Me siento como dentro de una batidora. Brazos y piernas me golpean, me hunden, no puedo nadar, no sé si estoy avanzando o no… Recuerdo haber leído que esto es normal. Mantengo bien la calma. Intento hacerme un hueco y no perder de vista la boya. Y, sobretodo, no tragar agua (es un decir… aquello apestaba a tortuga y no veía ni mis propias manos). Al llegar a la primera boya ya veo gorros de otros colores (son las series de detrás) ¡Joder qué rápido van estos! Pero también veo de los míos. No pienso en el tiempo, no miro el reloj. Me siguen adelantando. Uno me da una colleja que ni Sole! Le miro, me pide perdón, todo ok. No soy Gómez Noya y esto no es Pontevedra. Llego por fin a la transición. Miro el reloj: 16:40. Bien, es lo previsto.

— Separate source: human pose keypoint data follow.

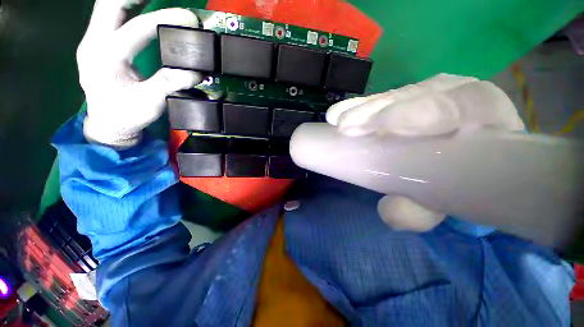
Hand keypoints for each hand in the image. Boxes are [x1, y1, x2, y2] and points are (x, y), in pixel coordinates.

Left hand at [77, 1, 201, 147]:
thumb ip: (169, 84)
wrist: (108, 124)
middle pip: (110, 3)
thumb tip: (194, 71)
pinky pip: (109, 15)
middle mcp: (94, 43)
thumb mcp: (151, 103)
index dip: (166, 19)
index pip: (138, 28)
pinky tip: (141, 7)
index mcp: (106, 58)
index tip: (190, 18)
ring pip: (107, 6)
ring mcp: (92, 41)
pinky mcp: (96, 43)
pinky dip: (126, 7)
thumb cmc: (127, 116)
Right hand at [292, 74, 524, 231]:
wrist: (463, 168)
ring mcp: (431, 94)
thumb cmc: (459, 184)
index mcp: (487, 120)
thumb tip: (391, 212)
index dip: (421, 112)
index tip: (382, 127)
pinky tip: (340, 114)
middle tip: (345, 127)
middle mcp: (460, 97)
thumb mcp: (443, 203)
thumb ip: (423, 211)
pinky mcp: (408, 99)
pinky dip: (361, 107)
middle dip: (379, 110)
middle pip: (420, 94)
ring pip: (397, 95)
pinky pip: (383, 99)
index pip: (462, 104)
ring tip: (338, 120)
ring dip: (365, 108)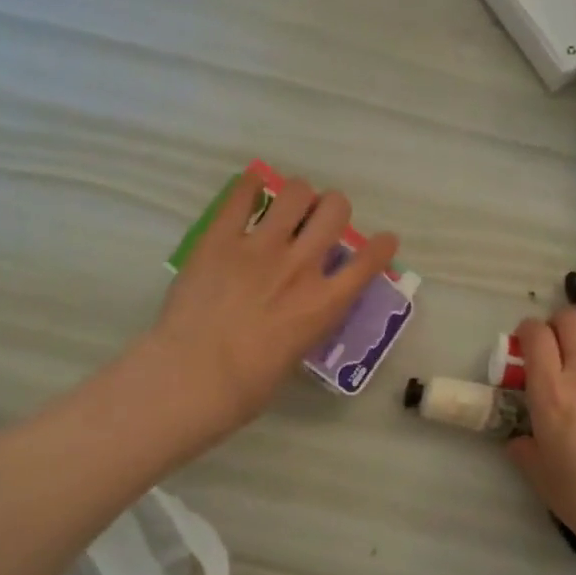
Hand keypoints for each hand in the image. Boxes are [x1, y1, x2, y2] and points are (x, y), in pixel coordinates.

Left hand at [145, 171, 397, 437]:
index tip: (384, 241)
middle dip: (333, 209)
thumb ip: (306, 324)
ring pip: (295, 192)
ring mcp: (260, 248)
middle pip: (335, 209)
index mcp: (324, 303)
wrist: (191, 378)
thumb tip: (301, 310)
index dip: (382, 246)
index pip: (369, 261)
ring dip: (298, 196)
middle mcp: (300, 266)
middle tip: (320, 221)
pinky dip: (250, 186)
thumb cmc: (245, 388)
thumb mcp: (295, 356)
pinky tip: (253, 186)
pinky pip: (241, 196)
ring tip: (289, 205)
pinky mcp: (220, 239)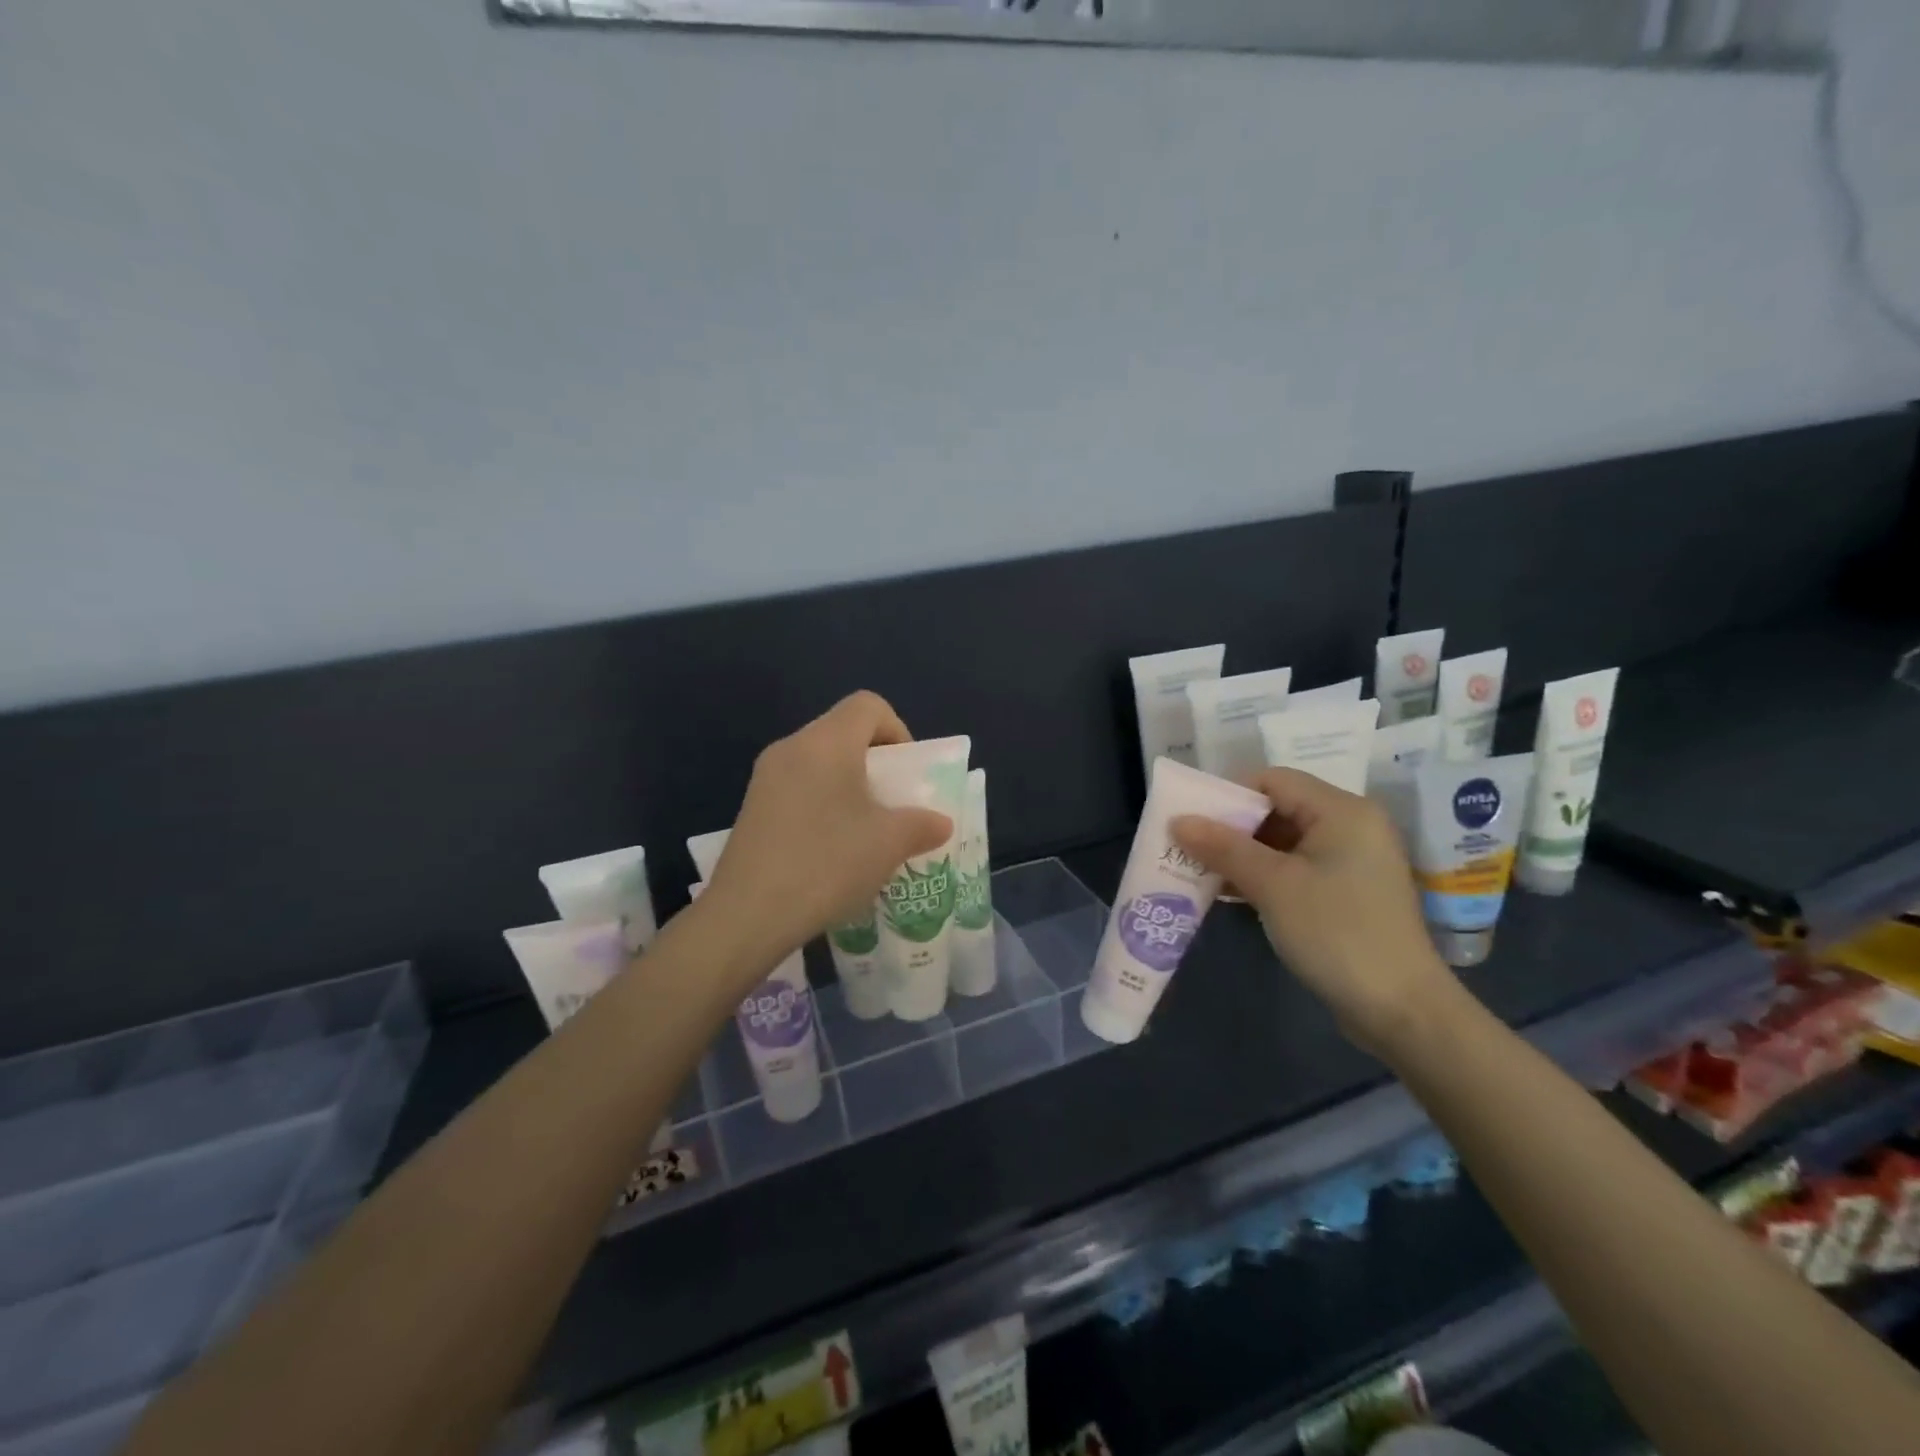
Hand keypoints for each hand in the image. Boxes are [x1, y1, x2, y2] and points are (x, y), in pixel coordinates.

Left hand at [702, 691, 952, 975]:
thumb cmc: (827, 864)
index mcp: (827, 742)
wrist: (748, 914)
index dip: (898, 730)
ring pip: (820, 762)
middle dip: (877, 763)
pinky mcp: (752, 807)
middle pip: (844, 732)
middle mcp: (792, 747)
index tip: (906, 775)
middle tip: (892, 805)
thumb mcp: (889, 844)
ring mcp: (766, 777)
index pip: (868, 705)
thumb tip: (939, 822)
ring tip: (864, 831)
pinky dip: (824, 803)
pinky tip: (830, 849)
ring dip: (850, 786)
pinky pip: (799, 787)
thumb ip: (922, 824)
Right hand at [1171, 769, 1464, 1059]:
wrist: (1401, 1010)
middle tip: (1186, 845)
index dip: (1227, 794)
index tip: (1190, 819)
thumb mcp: (1273, 885)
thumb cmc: (1337, 933)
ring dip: (1241, 854)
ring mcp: (1350, 861)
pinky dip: (1262, 875)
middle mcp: (1350, 826)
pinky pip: (1295, 868)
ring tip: (1197, 869)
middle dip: (1230, 827)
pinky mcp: (1346, 892)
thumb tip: (1177, 820)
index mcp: (1342, 811)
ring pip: (1283, 841)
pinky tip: (1227, 891)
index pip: (1272, 780)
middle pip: (1277, 808)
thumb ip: (1223, 847)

Salvo un calcetín rebelde, la transición la hago relativamente rápida para ser mi primera vez. Recuerdo lo que me dijo @kaypuentes “todo va a salir bien, todo va a salir bien”. Me monto en la bici. La he dejado preparada con un desarrollo suave (plato mediano y piñón medio-alto) para empezar los primeros metros moviendo bien las piernas y que no se me atragante la primera subida. Miro el reloj: 20 minutos.

Son cuatro vueltas a un circuito de 5 kilómetros. Creo que puedo hacerlo en una hora. La bici es lo que menos he entrenado, además, soy de los pocos que lleva una Mountain Bike en lugar de una de carretera, lo que me resta algo de tiempo también.  Hay un corte en 1:25:00 para acabar la bici o te descalifican. Primera vuelta… 33 minutos. Bien, a este ritmo paso mucho antes del corte. Intento beber todo lo que puedo y no quedarme clavado en las cuestas (no muy pronunciadas, pero se notan). Pasan las vueltas y consigo mantener el ritmo. En la última vuelta llega el susto: cada vez que paso por un bache oigo “clon clon”. No es buena señal ¿habré pinchado? la bici parece ir bien. La rueda delantera está bien. La trasera, por lo que puedo ver, también. Quedan menos de 5 kilómetros, me acuerdo de Olano en el Mundial de Colombia. Decido no pensar más en ello. Por fin entro en boxes, dejo la bici y salgo a correr: 1 hora 10 minutos. He pasado el corte de sobra (y con el miedo que le tenía…) y la bici ha salido en unos 50 minutos. Genial!!

En la última vuelta he visto que aún quedaba bastante gente en la bici. Eso me anima. No se trata de competir, pero si se puede no llegar el último, mejor… Empiezo a correr y las piernas no responden. Esto ya lo sabía, después de la bici correr es un infierno. Son dos vueltas a un circuito. Cuando estoy terminando la primera noto por fin que las piernas responden… pero entonces llega una cuesta para echarse a andar, o para echarse a llorar. Aprieto dientes y sigo. Una vuelta más y todo esto habrá terminado. Bebo y me mojo en el avituallamiento. Llevo  1 hora y 25 minutos. Voy a acabar por debajo de 1:45 que era “mi objetivo” (tenías razón @andrespuentes!). Intento acelerar, pero voy al límite. Hasta que, por fin, la meta.

¡Ya soy triatleta!

El crono se queda en 1:39:05. Mucho mejor de lo que esperaba.

Me abrazo con otro señor que cruza la meta en el mismo momento que yo. No nos conocemos, pero eso da igual. Ahora toca sonreír, beber, hacerse fotos… La sensación de cruzar la meta siempre es mágica. He sufrido, pero me lo he pasado muy bien. Ahora toca pensar en el siguiente objetivo. Seguir entrenando y seguir disfrutando.

Pd: cuando recogí la bici descubrí que el “clon clon” que sonaba era el bidón de agua, que había llevado congelado y que al final de la prueba solo quedaba un pequeño hielo. Menuda tontería… pero cuando estás subido en la bici cualquier ruido te parece un enorme problema.